→ TASK OBJECTIVE: Please copy out every line in the entries that includes the word "edges".

→ GIVEN ENTRIES:

↓↓↓

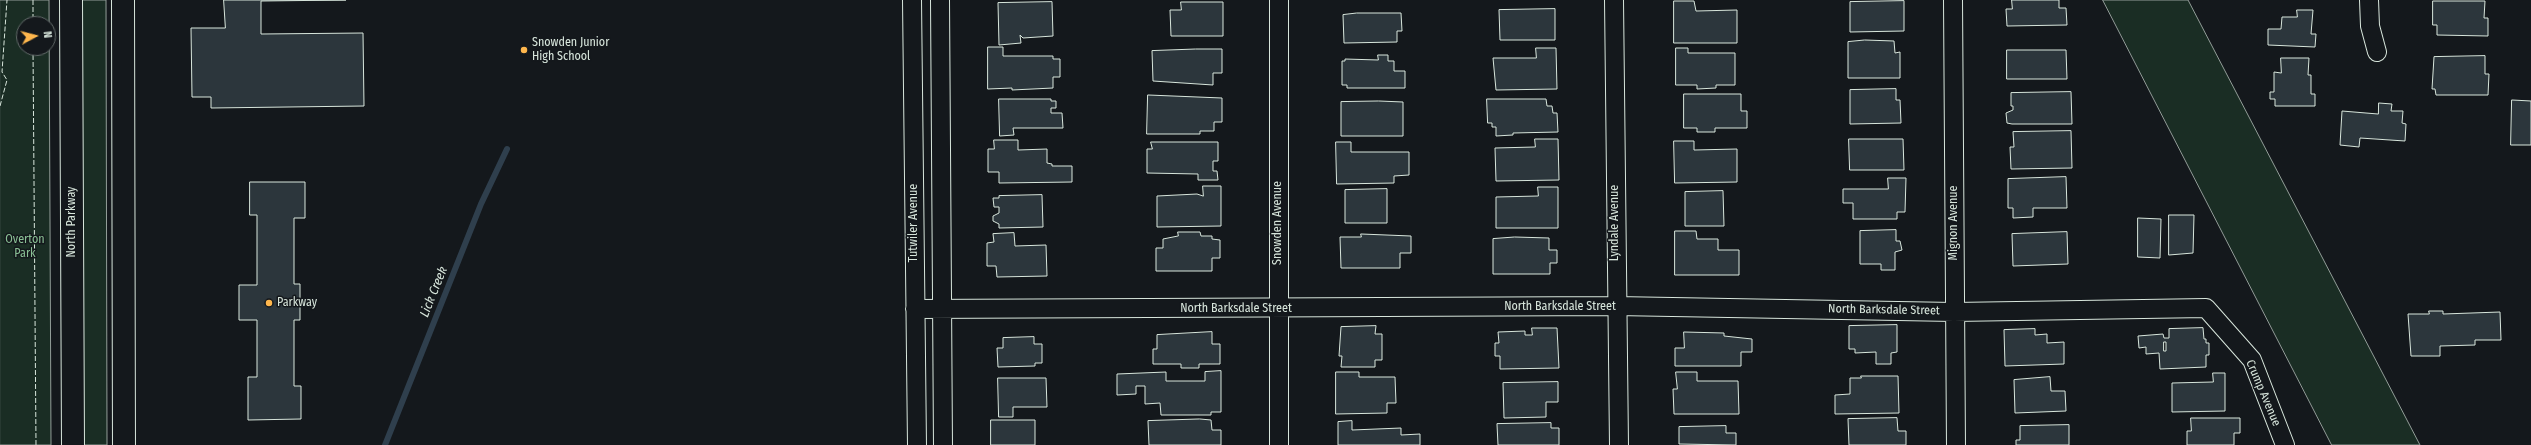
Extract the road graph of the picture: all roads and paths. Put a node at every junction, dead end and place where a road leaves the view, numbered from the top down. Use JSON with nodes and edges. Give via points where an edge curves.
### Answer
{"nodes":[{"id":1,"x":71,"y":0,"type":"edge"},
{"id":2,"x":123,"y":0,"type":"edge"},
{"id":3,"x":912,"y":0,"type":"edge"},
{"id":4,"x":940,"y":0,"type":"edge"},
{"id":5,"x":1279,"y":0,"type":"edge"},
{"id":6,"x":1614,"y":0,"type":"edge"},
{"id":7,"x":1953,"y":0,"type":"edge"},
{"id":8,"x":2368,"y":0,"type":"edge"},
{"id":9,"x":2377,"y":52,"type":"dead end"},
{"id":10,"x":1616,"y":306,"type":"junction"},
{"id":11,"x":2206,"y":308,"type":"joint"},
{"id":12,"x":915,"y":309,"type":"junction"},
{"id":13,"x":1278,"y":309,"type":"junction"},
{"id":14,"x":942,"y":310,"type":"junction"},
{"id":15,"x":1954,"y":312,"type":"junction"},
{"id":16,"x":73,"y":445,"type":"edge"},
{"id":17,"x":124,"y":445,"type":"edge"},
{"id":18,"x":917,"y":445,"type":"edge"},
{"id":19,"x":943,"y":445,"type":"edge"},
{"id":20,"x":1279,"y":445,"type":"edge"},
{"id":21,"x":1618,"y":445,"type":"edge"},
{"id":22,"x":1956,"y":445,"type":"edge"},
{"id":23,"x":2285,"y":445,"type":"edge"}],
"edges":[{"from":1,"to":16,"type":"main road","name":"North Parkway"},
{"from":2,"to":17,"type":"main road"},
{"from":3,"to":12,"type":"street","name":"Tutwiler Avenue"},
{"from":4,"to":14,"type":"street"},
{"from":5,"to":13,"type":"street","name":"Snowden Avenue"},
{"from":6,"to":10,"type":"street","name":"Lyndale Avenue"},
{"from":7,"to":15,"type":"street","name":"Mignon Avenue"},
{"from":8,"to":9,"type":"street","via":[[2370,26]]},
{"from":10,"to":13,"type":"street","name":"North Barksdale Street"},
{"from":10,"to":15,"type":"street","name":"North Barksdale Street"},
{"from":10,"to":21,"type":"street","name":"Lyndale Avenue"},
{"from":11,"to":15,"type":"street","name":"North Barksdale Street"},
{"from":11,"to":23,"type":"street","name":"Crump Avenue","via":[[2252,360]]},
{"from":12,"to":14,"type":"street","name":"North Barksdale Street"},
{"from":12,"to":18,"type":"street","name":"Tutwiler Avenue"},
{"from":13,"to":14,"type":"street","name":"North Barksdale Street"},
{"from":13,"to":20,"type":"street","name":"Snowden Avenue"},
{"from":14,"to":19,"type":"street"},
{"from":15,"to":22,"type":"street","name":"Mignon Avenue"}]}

↑↑↑

→ SOLUTION TO THIS EXERCISE:
Extract the road graph of the picture: all roads and paths. Put a node at every junction, dead end and place where a road leaves the view, numbered from the top down. Use JSON with nodes and edges. Give via points where an edge curves.
"edges":[{"from":1,"to":16,"type":"main road","name":"North Parkway"},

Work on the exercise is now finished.